Elliptic curve method

The elliptic curve method (sometimes called Lenstra elliptic curve factorization, commonly abbreviated as ECM) is a factorization method which computes a large multiple of a point on a random elliptic curve modulo the number to be factored. It is currently the best algorithm known, among those whose complexity depends mainly on the size of the factor found.

This complexity can be represented by:

O (\exp \sqrt{(\log p \log \log p) (1 + O (1)})

where p is the smallest factor.

Maths

Simple Explanation

This is a simple explanation of the Elliptic Curve Method. It is not a mathematical proof of the method, nor is it an explanation of why it works; it is simply an explanation of what the method is.

The Elliptic Curve Method is a way of determining factors of a composite number. This method cannot be used when it is not known in advance that the number is composite, so it cannot be used as a primality test.

First we need to understand some simple mathematical terms. A prime number is a number greater than 1 that is only divisible by itself and 1. A composite number is a number that has divisors that are neither itself, nor 1. A highly composite number is a number that has lots and lots of divisors. We can make highly composite numbers simply by multiplying lots of different prime numbers together. So that 2 x 3 x 5 x 7 x 11 x 13 etc will be a highly composite number. But that is only the first six prime numbers multiplied together. If we multiply the first 2000 prime numbers together we get a huge number that has lots and lots of divisors. The significance of this to the Elliptic Curve Method is that a huge amount of other numbers will have factors in common with our highly composite number.

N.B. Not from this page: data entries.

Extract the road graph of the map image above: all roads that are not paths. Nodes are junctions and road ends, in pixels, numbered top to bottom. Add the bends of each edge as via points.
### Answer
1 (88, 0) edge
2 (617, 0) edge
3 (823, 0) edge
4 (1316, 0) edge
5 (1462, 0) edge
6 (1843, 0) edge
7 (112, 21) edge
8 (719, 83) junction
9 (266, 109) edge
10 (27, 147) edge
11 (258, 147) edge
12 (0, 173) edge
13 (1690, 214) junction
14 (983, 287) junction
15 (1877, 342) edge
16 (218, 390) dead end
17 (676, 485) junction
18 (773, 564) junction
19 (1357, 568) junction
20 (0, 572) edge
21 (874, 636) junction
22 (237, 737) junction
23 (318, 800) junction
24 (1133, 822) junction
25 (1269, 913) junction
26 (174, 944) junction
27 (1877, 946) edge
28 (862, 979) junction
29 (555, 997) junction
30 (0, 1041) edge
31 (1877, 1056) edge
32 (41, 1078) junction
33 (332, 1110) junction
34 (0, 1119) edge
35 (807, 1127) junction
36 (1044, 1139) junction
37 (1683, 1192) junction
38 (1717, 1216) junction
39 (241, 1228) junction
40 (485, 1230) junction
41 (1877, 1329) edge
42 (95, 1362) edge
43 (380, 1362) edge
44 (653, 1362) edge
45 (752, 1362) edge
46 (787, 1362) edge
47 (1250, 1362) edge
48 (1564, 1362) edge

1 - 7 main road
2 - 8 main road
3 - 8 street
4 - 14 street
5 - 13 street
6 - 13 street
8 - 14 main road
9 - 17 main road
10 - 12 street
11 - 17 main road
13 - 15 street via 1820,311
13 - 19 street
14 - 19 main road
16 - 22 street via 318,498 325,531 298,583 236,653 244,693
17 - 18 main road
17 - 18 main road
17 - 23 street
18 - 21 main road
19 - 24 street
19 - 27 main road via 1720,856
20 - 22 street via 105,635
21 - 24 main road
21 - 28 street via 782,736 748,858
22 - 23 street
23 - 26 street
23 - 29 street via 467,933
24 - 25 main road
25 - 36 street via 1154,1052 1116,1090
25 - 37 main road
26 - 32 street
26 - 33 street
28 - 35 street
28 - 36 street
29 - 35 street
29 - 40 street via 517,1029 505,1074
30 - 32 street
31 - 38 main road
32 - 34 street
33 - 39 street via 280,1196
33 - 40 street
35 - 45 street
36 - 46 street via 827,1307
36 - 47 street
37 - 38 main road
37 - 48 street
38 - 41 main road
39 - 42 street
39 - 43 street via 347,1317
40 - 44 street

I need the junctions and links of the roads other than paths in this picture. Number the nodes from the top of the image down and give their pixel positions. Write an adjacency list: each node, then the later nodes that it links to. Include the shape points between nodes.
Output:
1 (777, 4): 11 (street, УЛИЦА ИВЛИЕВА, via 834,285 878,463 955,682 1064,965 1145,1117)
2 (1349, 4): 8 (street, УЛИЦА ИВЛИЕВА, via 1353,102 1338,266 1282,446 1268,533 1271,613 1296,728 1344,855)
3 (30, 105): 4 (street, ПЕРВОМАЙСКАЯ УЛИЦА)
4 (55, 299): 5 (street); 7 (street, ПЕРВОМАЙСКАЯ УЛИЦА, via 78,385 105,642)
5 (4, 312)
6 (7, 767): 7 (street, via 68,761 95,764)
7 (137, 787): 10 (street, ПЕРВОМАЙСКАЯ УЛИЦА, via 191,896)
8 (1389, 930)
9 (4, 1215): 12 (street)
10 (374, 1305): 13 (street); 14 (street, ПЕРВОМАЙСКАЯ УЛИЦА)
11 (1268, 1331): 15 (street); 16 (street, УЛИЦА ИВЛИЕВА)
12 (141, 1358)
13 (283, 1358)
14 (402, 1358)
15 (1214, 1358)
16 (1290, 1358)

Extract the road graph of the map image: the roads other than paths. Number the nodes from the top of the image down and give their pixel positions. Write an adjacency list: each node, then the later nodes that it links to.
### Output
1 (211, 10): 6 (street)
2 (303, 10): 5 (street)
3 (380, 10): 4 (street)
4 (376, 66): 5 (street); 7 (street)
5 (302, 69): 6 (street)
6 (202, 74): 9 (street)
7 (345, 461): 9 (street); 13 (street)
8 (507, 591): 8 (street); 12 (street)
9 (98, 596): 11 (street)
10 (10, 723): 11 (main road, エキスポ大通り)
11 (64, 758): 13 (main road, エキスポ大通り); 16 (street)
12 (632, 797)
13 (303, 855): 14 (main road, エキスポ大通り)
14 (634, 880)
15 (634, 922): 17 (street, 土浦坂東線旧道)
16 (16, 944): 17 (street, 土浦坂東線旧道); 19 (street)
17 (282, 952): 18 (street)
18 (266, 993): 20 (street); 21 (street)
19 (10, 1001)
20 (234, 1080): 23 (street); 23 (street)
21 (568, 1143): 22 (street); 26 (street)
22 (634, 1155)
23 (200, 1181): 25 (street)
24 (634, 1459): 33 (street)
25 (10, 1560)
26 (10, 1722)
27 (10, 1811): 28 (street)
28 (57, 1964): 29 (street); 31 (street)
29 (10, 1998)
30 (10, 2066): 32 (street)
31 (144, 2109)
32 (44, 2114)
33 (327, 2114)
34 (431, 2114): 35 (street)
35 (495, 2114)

Modular arithmetic can be thought of as a system of arithmetic in which we only concern ourselves with the remainder after dividing by a specific number called the modulus. So that if we take 17 as our modulus, when we multiply 47 x 23, instead of saying that the answer is 1081, we say it leaves a remainder of 10 after division by the modulus. We can then abbreviate this to 47 x 23 = 10 (mod 17). The significance of this to the Elliptic Curve Method is that all of our maths is done with the number we are trying to factor as the modulus.

If we plug different values for x into an algebraic expression such as $y = 3 x^{2} + 10 x - 9$ , we get out different values for y. If we plug in x = 2, we get out y = 23. Plug in x = 3, we get out y = 48. If we plug in enough different values for x and plot the resultant y values on a graph, when we join the dots on the graph we get a curve. For the expression given above we would get a quadratic curve because the expression $y = 3 x^{2} + 10 x - 9$ is a quadratic expression (because the highest power of x is 2).

If we change the expression to $y^{2} \equiv x^{3} + a x + b$ (where a, b, x and y are integers like 3 or -12, and the sign $\equiv$ means that the difference between the left hand side and the right hand side is a multiple of the number to be factored) we get a different kind of curve called an elliptic curve. For example, if we want to factor the number 77, the point (x, y) = (12, 25) is located in the elliptic curve $y^{2} \equiv x^{3} + 17 x + 2$ because the difference is: $25^{2} - (12^{3} + 17 * 12 + 2) = - 1309$ , a multiple of 77.

So now we have an algebraic expression that generates an elliptic curve. We have a highly composite number that has loads and loads of divisors, and we have some arithmetic being done modulo the number being factored. How do these three go together ?

We start by calculating a point on the curve. (Naturally the computer programmes that do this do not actually draw graphs, they simply calculate the x and y values for a particular point on the curve). Now, by doing some very beautiful mathematics explained below, we can calculate the position of other points on the same curve, the multiples of the original point. This process is called "running a curve" as in "I have run 400 curves" and in terms of the computer program doing this it is one iteration of the algorithm. So we compute the product of the first point times the highly composite number, and then calculate the greatest common divisor of the coordinate x of the found point and the number to be factored. If the greatest common divisor is greater than 1 and less than the number to be factored, congratulations! we have found a proper factor. Otherwise we have to run more curves, using a different starting point.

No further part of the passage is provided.